How Bulldog Lawyers Avoid Turning Discovery into Disaster
Requests for Admission are supposed to be boring.
They exist for one reason: to narrow issues for trial by confirming facts that aren’t really in dispute and authenticating documents everyone already knows are real. Used properly, they save time and money.
But that’s not how they’re being used anymore.
Increasingly, Requests for Admission (RFAs) are weaponized—served in bulk, drafted ambiguously, and designed to force defense counsel into an impossible choice: admit something you shouldn’t, or deny something that might later cost your client the case.
If you’ve ever been served 50, 70, or 100 RFAs—many aimed squarely at disputed issues—you know exactly what’s happening. This isn’t discovery. It’s a trap.
A Bulldog Lawyer sees it coming.
The Rule That Binds Your Hands (and Saves You)
In Minnesota, Rule 36.01 governs Requests for Admission. It draws a hard ethical line:
You may not deny an RFA you know to be true.
You are not required to admit a fact or issue that is genuinely disputed.
And when an RFA is only partially true, you must admit the part that’s true and explain the rest.
There is no room for gamesmanship here. Courts expect responses that fairly meet the substance of the request. Sloppy denials don’t just weaken credibility—they invite sanctions.
If you claim you lack information, you must say the magic words:
After reasonable inquiry, the information known or readily obtainable is insufficient to admit or deny.

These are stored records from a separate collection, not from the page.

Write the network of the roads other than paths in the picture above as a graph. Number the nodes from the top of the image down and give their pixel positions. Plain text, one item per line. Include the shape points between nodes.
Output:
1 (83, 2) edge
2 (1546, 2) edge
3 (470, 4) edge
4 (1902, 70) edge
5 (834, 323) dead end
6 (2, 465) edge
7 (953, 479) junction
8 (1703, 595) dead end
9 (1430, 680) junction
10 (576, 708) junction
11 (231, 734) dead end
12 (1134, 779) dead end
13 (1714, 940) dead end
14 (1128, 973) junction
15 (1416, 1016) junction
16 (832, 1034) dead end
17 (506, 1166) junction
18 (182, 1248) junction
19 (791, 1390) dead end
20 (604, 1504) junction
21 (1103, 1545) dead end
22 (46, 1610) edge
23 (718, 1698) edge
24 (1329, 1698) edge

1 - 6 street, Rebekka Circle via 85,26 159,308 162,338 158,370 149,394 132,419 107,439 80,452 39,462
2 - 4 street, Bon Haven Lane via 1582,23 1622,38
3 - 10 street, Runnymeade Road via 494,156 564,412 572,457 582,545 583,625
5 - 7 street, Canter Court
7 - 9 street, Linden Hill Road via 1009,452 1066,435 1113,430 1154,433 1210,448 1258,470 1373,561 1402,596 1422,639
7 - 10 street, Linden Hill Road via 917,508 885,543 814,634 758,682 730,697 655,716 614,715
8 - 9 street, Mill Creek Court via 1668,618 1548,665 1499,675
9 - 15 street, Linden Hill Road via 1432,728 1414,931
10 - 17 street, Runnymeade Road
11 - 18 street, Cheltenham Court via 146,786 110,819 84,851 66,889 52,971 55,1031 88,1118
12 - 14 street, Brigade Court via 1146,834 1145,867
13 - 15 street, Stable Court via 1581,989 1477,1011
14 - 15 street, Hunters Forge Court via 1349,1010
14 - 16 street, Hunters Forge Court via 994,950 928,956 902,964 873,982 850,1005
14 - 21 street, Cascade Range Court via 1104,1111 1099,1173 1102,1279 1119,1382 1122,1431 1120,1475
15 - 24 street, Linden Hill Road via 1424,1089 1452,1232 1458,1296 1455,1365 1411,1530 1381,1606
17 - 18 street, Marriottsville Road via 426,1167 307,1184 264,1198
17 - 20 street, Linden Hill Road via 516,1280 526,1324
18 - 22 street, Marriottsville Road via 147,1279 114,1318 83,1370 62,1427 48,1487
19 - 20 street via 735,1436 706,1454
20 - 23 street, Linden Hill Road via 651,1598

Miss that language, and you’re exposed.
Why Improper Denials Are Dangerous
This is where lawyers get hurt.
If the court decides your response doesn’t comply with Rule 36, it can:
- Deem the matter admitted for all purposes
- Order amended responses
- Or hit you with Rule 37 sanctions, including attorney fees
Once an RFA is deemed admitted, it’s locked in. No jury. No argument. No undo button.
Courts have discretion, but they don’t hesitate when an admission goes to the heart of the case. If the requesting party later proves what you denied—and you lacked a reasonable basis—fees are mandatory.
Bulldogs don’t roll those dice casually.
The Three Most Common RFA Traps (and How Bulldogs Handle Them)
- The “Authenticate and Characterize” Trap
These start innocently:
Admit Exhibit X is an email dated December 12…
Then they sneak in characterization:
…demanding payment of $7,000.
The Bulldog response:
- Admit authentication
- State the document speaks for itself
- Deny the characterization
Clean. Ethical. Safe.
- The “Admit Liability” Trap
Any RFA using words like breach, duty, or obligation is asking for a legal conclusion.
If liability is disputed, the response is simple:
Denied. The request seeks a legal conclusion that is at issue in this case.
No hedging. No overthinking.
- The “Hidden Admission” Trap
These are the most dangerous.
Admit Jones failed to pay Acme by December 1.
“Failed” can mean did not pay—or breached an obligation. One is factual. The other is legal.
The Bulldog does not guess.
You object to ambiguity, explain it, and deny accordingly. Courts reward clarity, not cleverness.
The Bulldog Rule of Thumb
RFAs are powerful because admitted means admitted forever.
But the rules protect lawyers who:
- Read carefully
- Respond precisely
- Explain when language is slippery
- And refuse to be bullied into false admissions
Discovery is not the place for bravado. It’s the place for judgment.
Bulldogs don’t bark here.
They answer cleanly, ethically, and with surgical precision—and they live to fight the real battle at trial.